== EXERCISE PROMPT ==
Without carrying over a single picture, write out the records below exactly.

** Opening DATA EXTRACT block **

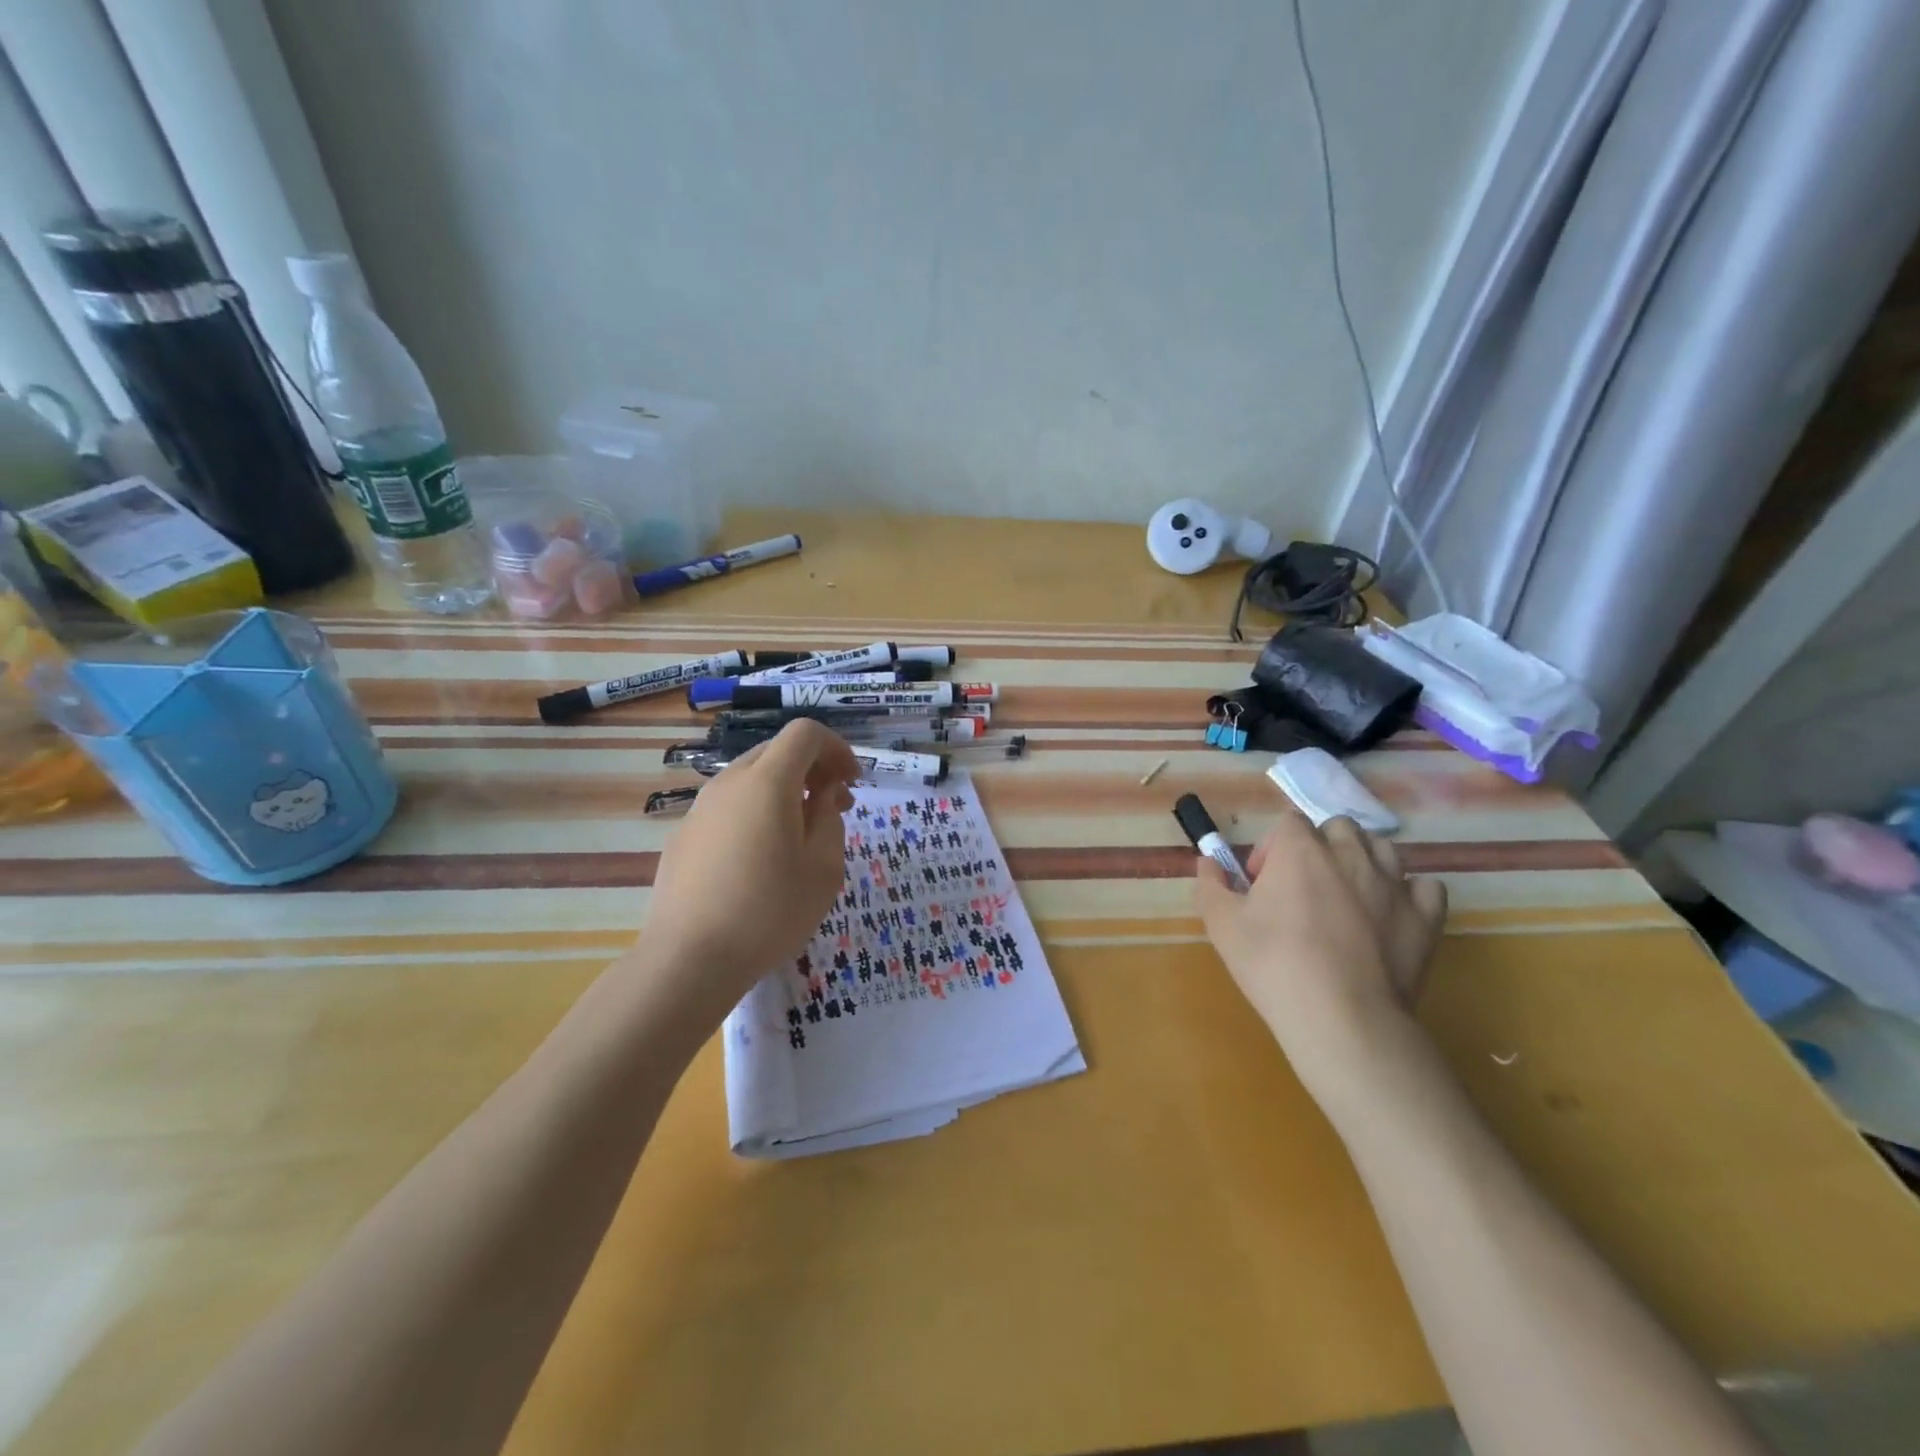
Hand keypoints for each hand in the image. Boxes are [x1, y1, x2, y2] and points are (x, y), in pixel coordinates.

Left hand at [640, 720, 858, 1022]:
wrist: (687, 960)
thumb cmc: (769, 912)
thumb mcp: (823, 868)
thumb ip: (829, 819)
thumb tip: (822, 795)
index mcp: (767, 782)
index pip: (806, 733)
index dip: (837, 749)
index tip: (853, 783)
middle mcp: (729, 783)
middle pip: (777, 752)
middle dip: (813, 769)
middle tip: (836, 808)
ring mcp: (700, 809)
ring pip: (750, 780)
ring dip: (784, 792)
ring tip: (801, 835)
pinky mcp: (683, 837)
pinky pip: (728, 808)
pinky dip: (755, 813)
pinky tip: (760, 860)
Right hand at [1194, 813, 1446, 1109]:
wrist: (1341, 1019)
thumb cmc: (1273, 964)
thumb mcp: (1221, 924)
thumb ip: (1209, 883)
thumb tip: (1208, 862)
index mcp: (1301, 850)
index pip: (1288, 823)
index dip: (1271, 849)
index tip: (1261, 885)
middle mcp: (1350, 854)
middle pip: (1337, 827)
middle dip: (1319, 847)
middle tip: (1303, 888)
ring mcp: (1394, 884)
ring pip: (1382, 848)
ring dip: (1362, 861)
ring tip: (1346, 896)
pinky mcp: (1425, 917)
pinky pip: (1425, 886)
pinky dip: (1409, 893)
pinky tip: (1391, 913)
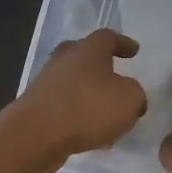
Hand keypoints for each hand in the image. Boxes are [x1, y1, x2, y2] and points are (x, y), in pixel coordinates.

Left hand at [3, 29, 147, 169]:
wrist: (35, 134)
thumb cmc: (88, 107)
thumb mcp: (129, 99)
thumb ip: (135, 94)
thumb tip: (130, 96)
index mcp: (88, 49)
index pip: (108, 37)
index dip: (123, 43)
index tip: (134, 51)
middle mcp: (64, 60)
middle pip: (84, 56)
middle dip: (101, 67)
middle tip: (115, 77)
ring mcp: (46, 83)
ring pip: (74, 83)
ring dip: (90, 95)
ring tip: (108, 115)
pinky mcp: (36, 107)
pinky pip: (64, 107)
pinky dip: (78, 116)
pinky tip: (91, 135)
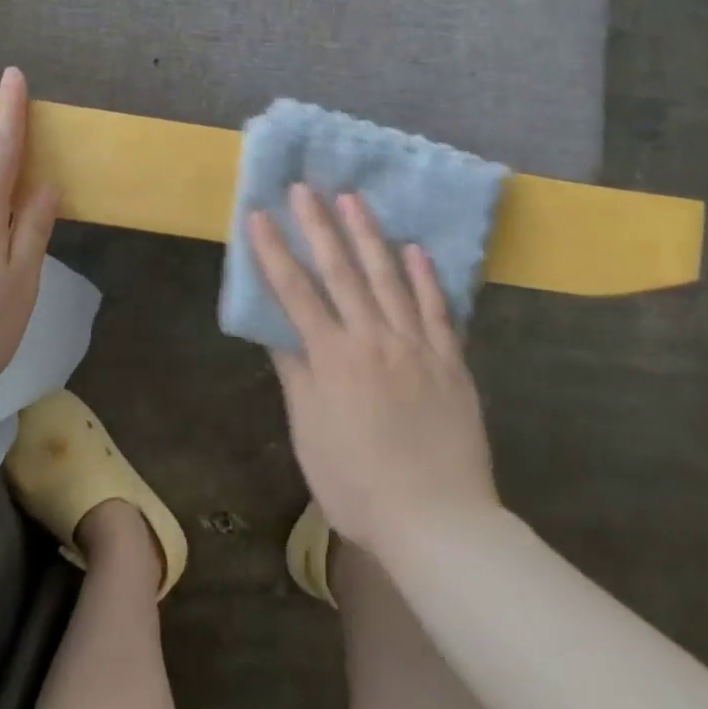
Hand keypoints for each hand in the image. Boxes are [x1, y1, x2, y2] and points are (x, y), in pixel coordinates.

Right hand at [249, 186, 498, 561]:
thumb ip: (295, 374)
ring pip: (389, 278)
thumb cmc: (357, 484)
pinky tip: (416, 248)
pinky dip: (425, 277)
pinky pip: (436, 309)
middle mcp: (372, 339)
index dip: (274, 252)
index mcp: (332, 358)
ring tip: (354, 199)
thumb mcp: (310, 433)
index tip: (258, 215)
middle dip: (319, 226)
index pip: (295, 292)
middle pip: (341, 272)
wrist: (436, 520)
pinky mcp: (449, 360)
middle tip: (306, 188)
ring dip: (369, 235)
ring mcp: (415, 345)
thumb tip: (277, 329)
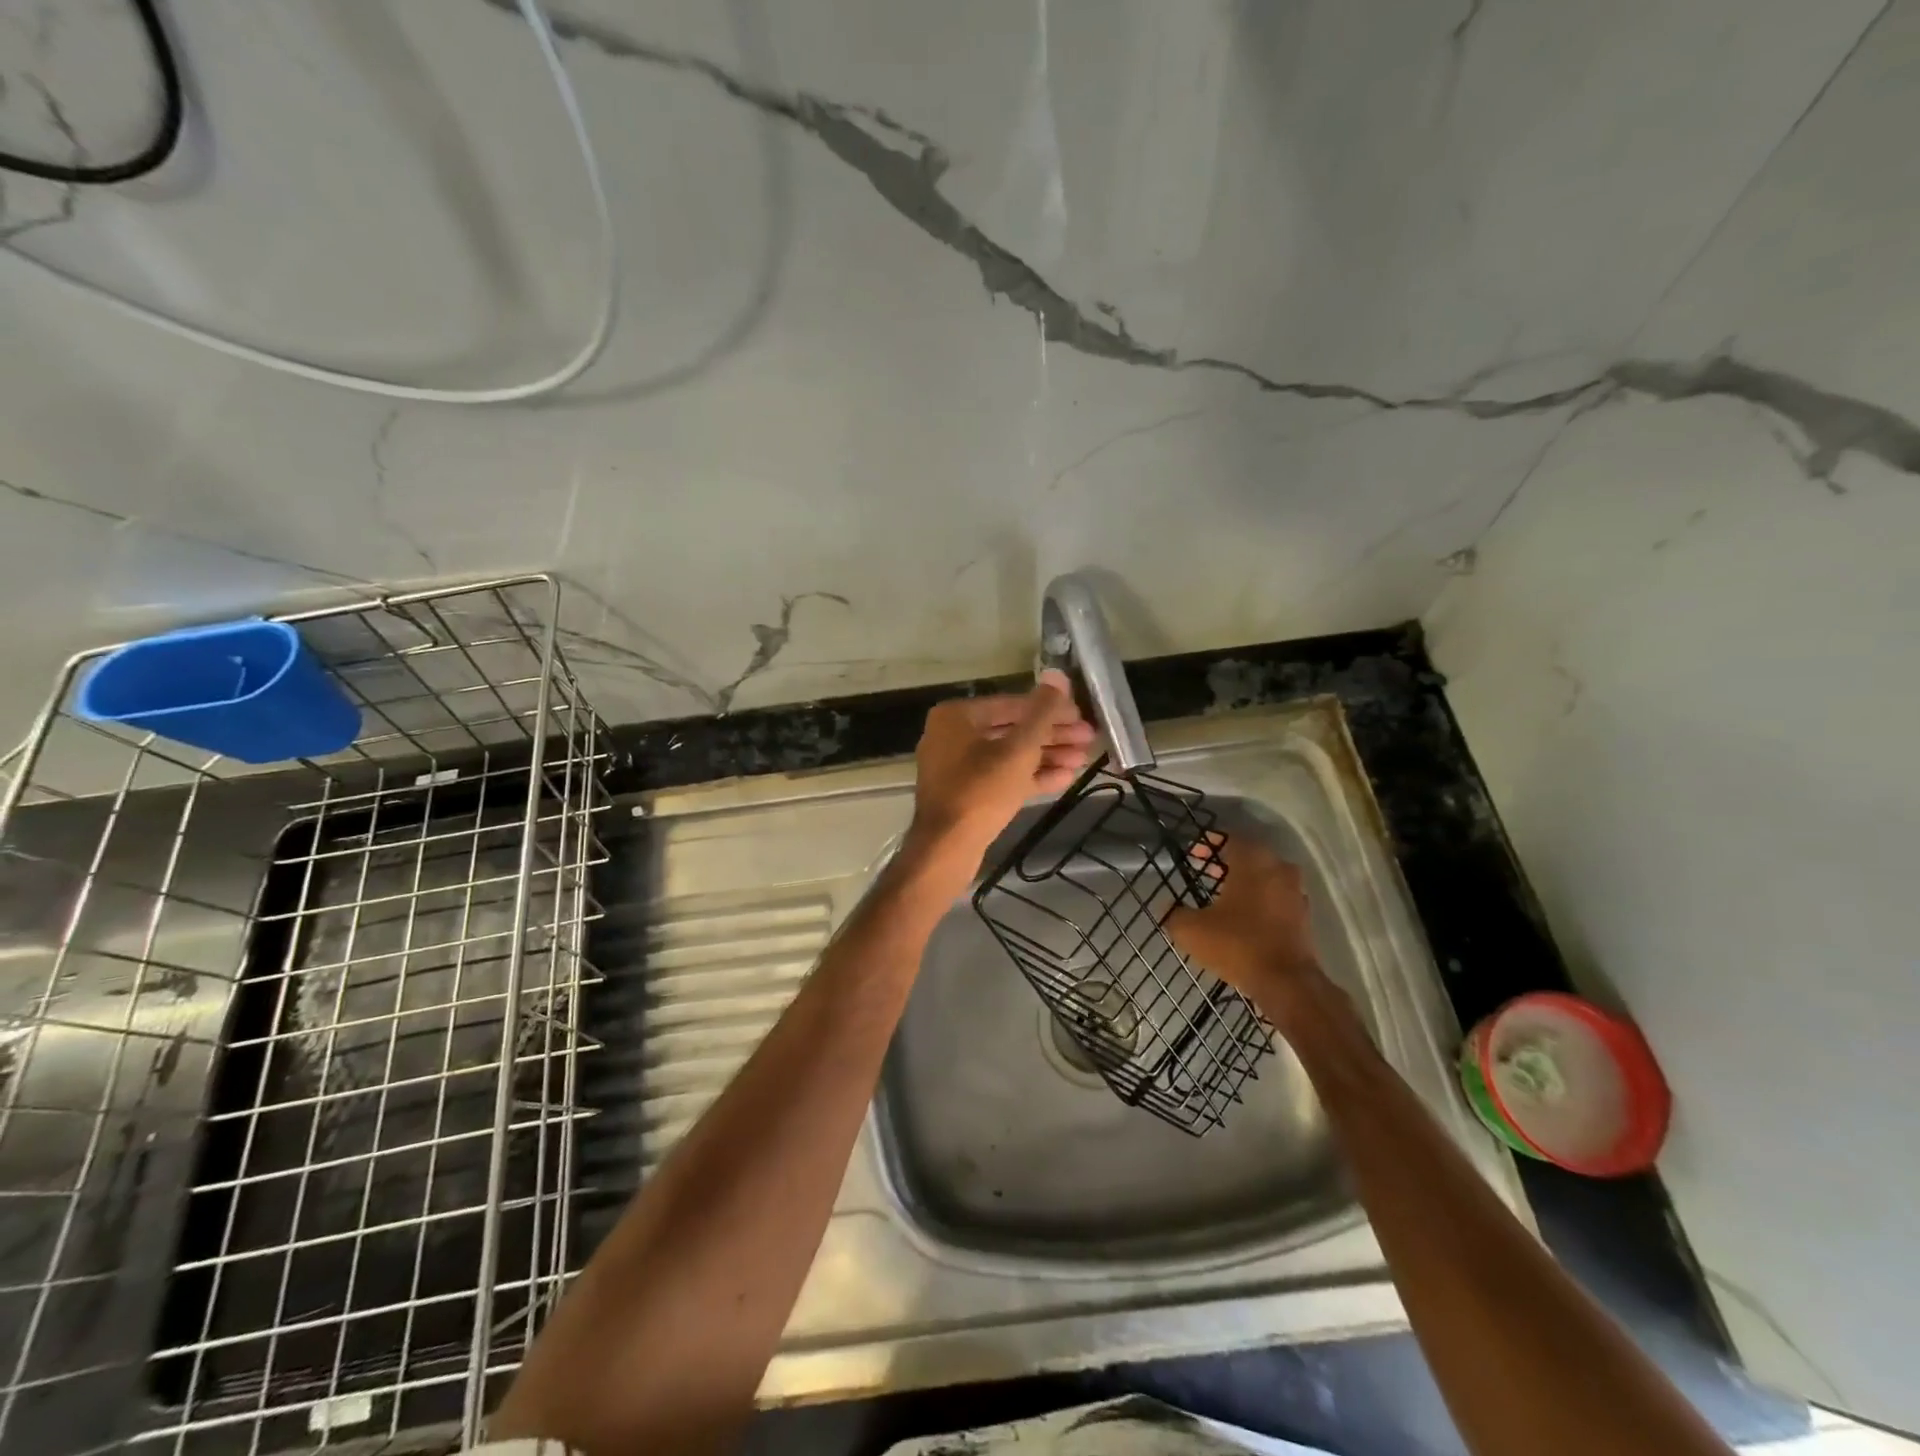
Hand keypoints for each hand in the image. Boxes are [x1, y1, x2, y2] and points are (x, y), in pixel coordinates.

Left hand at [906, 669, 1093, 871]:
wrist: (947, 848)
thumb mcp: (1019, 749)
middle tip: (1089, 739)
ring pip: (1009, 755)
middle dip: (1052, 735)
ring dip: (1047, 755)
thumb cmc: (981, 791)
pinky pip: (1002, 777)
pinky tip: (1066, 778)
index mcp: (957, 716)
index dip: (1051, 709)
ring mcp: (958, 767)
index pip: (1012, 704)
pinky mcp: (967, 793)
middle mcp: (952, 736)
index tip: (1082, 716)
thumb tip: (1058, 675)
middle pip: (1012, 729)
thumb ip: (1041, 712)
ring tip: (1083, 759)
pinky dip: (1030, 776)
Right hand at [1166, 833, 1320, 1003]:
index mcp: (1253, 861)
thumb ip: (1175, 914)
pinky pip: (1276, 897)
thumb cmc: (1237, 945)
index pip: (1230, 838)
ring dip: (1245, 881)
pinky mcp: (1303, 915)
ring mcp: (1295, 892)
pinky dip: (1260, 900)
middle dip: (1226, 862)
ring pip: (1266, 876)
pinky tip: (1243, 917)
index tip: (1192, 854)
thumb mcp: (1191, 930)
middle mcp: (1279, 868)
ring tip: (1221, 895)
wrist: (1287, 982)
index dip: (1208, 844)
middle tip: (1204, 872)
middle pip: (1250, 855)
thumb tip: (1168, 909)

** Closing DATA EXTRACT block **

== RESPONSE TO THE TASK ==
Hand keypoints for each hand in the image. Boxes are [x1, y1, x2, y2] and points are (x, y), in pixel coordinates.

Left hand at [640, 720, 858, 1022]:
wrist: (687, 960)
thumb cmc: (769, 912)
thumb mcp: (823, 868)
thumb ip: (829, 819)
thumb tip: (822, 795)
index mcp: (767, 782)
index pip: (806, 733)
index dip: (837, 749)
index tip: (853, 783)
middle mcp: (729, 783)
middle pip: (777, 752)
middle dip: (813, 769)
middle tip: (836, 808)
ring mcp: (700, 809)
ring pip: (750, 780)
ring dip: (784, 792)
ring tip: (801, 835)
pinky mcp: (683, 837)
pinky pip: (728, 808)
pinky dip: (755, 813)
pinky tip: (760, 860)
Right hand at [1194, 813, 1446, 1109]:
wrist: (1341, 1019)
thumb cmc: (1273, 964)
thumb mcp: (1221, 924)
thumb ip: (1209, 883)
thumb tip: (1208, 862)
index mcp: (1301, 850)
index pip: (1288, 823)
index dip: (1271, 849)
index tip: (1261, 885)
middle mcp: (1350, 854)
middle pip: (1337, 827)
middle dip: (1319, 847)
middle tip: (1303, 888)
ring mcp: (1394, 884)
ring pip: (1382, 848)
ring dip: (1362, 861)
ring tip: (1346, 896)
pinky mcp: (1425, 917)
pinky pip: (1425, 886)
pinky dip: (1409, 893)
pinky tip: (1391, 913)
Hand keypoints for each hand in the image. Boxes are [x1, y1, x2, y2] and points are (x, y), in pixel coordinates.

Left hand at [3, 29, 147, 169]:
wrist: (35, 134)
thumb cmc: (88, 107)
thumb mcp: (129, 99)
thumb ip: (135, 94)
thumb tip: (130, 96)
index mcp: (88, 49)
index pip: (108, 37)
index dip: (123, 43)
index tip: (134, 51)
middle mcp: (64, 60)
middle pip: (84, 56)
middle dip: (101, 67)
middle tip: (115, 77)
ring mcp: (46, 83)
ring pip: (74, 83)
ring dip: (90, 95)
ring tip: (108, 115)
pinky mcp: (36, 107)
pinky pip: (64, 107)
pinky dip: (78, 116)
pinky tip: (91, 135)
Hand keypoints for each hand in the image. Boxes are [x1, y1, x2, y2] and points are (x, y), in pixel coordinates.

Right hand at [249, 186, 498, 561]:
thumb ip: (295, 374)
ring pip: (389, 278)
thumb cmc: (357, 484)
pinky tip: (416, 248)
pinky dip: (425, 277)
pinky pip: (436, 309)
middle mcp: (372, 339)
index dip: (274, 252)
index mcp: (332, 358)
ring tip: (354, 199)
thumb mcp: (310, 433)
index tip: (258, 215)
middle dip: (319, 226)
index pip: (295, 292)
middle pip: (341, 272)
wrist: (436, 520)
pinky mcp: (449, 360)
middle tip: (306, 188)
ring dip: (369, 235)
ring mcp: (415, 345)
thumb tip: (277, 329)
Hand keypoints for each hand in the image. Boxes are [x1, y1, x2, y2] and points are (x, y), in pixel coordinates.

Left hand at [906, 669, 1093, 871]:
wrist: (947, 848)
thumb mcp: (1019, 749)
middle tip: (1089, 739)
ring pip: (1009, 755)
middle dip: (1052, 735)
ring dip: (1047, 755)
thumb cmc: (981, 791)
pinky pip: (1002, 777)
pinky tip: (1066, 778)
index mcp: (957, 716)
index dip: (1051, 709)
ring mcp: (958, 767)
index pip: (1012, 704)
pinky mcp: (967, 793)
middle mcp: (952, 736)
index tip: (1082, 716)
thumb tip: (1058, 675)
middle pip: (1012, 729)
thumb ip: (1041, 712)
ring tip: (1083, 759)
pinky dip: (1030, 776)
Right hand at [1166, 833, 1320, 1003]:
index mcp: (1253, 861)
thumb ip: (1175, 914)
pinky pip: (1276, 897)
thumb cmc: (1237, 945)
index pip: (1230, 838)
ring dip: (1245, 881)
pinky mcp: (1303, 915)
ring mcp: (1295, 892)
pinky dip: (1260, 900)
middle dip: (1226, 862)
ring pip: (1266, 876)
pinky tip: (1243, 917)
index tip: (1192, 854)
thumb mcp: (1191, 930)
middle mcp: (1279, 868)
ring tip: (1221, 895)
wrist: (1287, 982)
index dip: (1208, 844)
middle tip: (1204, 872)
middle pip: (1250, 855)
thumb tip: (1168, 909)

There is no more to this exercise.